● **Exercise description**
Which lines of the records below contain the word "Mopanie"? Show each one.

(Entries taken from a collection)
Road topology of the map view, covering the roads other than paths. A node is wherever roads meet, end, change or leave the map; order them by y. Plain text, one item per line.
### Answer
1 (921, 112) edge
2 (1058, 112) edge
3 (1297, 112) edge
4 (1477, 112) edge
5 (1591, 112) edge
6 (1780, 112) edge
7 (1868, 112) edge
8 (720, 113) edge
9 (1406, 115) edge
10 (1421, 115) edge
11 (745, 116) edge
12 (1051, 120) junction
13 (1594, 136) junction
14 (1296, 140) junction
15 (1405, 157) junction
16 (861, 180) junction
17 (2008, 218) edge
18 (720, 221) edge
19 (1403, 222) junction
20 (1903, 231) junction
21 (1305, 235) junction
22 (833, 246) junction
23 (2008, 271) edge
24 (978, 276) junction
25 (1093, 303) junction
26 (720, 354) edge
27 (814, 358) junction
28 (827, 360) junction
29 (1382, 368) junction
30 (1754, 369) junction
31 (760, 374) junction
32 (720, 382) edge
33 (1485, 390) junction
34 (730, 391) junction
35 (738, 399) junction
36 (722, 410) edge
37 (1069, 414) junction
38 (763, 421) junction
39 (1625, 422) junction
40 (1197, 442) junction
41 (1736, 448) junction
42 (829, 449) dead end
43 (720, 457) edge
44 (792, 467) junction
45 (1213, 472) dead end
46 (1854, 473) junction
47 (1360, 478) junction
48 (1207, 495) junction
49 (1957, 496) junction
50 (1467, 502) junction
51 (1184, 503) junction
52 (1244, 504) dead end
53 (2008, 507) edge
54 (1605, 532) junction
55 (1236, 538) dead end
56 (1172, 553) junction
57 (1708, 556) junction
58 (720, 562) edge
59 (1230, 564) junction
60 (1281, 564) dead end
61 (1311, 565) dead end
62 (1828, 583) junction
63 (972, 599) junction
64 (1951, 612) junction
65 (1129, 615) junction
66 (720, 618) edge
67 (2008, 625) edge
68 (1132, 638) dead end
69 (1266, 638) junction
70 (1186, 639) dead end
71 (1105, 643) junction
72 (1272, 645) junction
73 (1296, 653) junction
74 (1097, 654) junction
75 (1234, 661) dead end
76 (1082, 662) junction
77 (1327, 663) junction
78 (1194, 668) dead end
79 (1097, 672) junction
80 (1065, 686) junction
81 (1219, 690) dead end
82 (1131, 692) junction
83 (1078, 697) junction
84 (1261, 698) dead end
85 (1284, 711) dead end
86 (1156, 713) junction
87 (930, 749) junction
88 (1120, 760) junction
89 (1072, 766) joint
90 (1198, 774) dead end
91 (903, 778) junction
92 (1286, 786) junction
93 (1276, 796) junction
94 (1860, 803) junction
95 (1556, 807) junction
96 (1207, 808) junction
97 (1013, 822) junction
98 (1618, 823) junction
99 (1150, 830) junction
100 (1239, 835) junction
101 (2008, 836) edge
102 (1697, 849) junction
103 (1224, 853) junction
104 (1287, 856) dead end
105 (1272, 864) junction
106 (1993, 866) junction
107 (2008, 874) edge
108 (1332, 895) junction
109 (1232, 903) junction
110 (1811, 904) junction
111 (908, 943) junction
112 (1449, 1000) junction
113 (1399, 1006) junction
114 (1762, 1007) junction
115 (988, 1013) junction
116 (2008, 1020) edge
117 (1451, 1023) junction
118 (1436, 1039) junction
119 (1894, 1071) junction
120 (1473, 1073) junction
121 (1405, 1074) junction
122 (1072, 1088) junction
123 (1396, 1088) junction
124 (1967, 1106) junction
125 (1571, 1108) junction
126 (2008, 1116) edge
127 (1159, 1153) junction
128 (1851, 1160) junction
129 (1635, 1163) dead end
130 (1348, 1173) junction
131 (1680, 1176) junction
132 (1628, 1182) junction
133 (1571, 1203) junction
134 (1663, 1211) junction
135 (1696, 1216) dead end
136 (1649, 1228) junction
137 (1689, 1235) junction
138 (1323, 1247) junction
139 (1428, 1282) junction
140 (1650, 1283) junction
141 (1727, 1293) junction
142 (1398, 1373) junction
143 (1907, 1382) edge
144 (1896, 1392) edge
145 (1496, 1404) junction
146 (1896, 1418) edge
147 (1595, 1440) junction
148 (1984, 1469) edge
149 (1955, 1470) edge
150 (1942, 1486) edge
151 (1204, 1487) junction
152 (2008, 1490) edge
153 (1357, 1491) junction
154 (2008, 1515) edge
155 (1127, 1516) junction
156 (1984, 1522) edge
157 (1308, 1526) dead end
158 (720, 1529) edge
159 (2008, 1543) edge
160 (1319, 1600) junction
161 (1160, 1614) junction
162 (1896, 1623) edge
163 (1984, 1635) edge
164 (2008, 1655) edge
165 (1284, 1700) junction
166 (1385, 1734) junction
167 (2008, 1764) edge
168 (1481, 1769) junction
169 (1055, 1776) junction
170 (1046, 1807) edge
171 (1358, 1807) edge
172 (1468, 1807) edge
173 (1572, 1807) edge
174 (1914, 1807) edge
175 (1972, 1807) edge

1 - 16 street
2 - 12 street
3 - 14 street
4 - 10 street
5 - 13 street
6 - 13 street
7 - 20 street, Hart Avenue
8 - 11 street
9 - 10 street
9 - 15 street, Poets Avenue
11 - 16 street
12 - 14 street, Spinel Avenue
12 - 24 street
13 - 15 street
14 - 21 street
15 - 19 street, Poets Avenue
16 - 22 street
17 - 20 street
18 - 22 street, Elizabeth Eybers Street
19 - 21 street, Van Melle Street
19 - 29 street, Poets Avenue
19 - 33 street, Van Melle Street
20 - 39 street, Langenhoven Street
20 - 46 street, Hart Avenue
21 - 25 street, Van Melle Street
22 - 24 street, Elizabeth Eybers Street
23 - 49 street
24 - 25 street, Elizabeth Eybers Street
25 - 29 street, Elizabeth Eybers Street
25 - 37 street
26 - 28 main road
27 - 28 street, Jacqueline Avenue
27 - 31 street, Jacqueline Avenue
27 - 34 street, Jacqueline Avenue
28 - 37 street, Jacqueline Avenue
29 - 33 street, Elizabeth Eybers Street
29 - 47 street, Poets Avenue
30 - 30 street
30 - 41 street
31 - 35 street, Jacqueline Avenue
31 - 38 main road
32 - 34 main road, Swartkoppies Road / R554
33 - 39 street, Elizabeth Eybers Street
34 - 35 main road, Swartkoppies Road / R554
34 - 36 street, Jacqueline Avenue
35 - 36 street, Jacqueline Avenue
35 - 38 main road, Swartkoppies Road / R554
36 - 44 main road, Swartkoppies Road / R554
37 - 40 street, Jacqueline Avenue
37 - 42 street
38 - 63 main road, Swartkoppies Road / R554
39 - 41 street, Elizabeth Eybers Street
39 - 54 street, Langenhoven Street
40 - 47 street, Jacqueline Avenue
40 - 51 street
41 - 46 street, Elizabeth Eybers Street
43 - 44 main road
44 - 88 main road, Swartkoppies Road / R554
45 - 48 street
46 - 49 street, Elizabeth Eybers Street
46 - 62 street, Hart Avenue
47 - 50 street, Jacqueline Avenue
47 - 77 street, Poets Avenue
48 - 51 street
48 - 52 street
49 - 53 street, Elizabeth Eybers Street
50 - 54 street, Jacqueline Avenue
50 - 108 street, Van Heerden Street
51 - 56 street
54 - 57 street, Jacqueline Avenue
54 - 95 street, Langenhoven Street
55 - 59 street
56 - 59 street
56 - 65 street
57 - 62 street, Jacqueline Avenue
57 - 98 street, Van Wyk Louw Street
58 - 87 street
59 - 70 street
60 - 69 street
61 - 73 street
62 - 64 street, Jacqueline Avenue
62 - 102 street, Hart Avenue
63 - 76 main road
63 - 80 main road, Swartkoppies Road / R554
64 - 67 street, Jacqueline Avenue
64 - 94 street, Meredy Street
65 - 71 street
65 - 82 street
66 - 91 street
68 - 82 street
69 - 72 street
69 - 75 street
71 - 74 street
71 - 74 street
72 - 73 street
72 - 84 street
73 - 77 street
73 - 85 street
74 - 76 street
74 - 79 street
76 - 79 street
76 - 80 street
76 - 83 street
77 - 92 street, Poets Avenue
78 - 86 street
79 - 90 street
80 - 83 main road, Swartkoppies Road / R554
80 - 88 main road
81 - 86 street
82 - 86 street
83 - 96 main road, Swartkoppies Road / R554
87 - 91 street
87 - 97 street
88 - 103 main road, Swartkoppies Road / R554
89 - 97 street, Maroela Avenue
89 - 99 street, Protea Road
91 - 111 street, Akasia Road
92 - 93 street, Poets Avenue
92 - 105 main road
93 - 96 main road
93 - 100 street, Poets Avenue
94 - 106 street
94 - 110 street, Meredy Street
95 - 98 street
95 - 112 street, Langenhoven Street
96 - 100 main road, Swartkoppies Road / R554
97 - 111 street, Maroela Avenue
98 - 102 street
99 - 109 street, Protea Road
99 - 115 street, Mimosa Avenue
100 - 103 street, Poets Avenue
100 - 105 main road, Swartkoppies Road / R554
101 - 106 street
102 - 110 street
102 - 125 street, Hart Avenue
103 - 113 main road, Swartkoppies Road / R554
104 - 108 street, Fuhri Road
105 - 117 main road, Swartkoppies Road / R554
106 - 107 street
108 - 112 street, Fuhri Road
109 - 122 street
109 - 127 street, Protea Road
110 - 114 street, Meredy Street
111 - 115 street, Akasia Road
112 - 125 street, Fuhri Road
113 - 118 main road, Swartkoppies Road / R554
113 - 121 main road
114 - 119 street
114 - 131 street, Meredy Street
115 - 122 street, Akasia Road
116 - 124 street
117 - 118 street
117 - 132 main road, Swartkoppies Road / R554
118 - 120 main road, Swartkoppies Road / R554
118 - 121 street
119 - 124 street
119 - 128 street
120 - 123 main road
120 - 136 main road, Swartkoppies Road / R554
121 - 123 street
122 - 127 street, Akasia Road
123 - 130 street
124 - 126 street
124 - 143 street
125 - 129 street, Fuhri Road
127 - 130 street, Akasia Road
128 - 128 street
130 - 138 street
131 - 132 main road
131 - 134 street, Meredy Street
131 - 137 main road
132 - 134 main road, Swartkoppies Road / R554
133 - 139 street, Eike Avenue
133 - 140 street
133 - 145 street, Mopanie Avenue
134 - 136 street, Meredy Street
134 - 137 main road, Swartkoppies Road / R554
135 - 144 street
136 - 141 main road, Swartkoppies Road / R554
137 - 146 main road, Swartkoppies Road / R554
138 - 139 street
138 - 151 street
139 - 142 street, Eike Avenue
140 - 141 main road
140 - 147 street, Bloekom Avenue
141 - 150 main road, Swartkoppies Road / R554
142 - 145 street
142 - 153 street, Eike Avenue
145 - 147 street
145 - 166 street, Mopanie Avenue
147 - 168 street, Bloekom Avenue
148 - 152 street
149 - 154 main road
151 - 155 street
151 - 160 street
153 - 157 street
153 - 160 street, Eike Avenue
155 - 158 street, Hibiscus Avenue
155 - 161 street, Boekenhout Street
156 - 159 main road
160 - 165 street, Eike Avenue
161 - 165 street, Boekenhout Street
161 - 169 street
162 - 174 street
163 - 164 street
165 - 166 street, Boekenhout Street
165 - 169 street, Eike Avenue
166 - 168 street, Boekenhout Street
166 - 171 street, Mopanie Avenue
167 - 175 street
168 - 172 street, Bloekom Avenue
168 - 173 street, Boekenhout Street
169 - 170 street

● **Reply to the exercise**
133 - 145 street, Mopanie Avenue
145 - 166 street, Mopanie Avenue
166 - 171 street, Mopanie Avenue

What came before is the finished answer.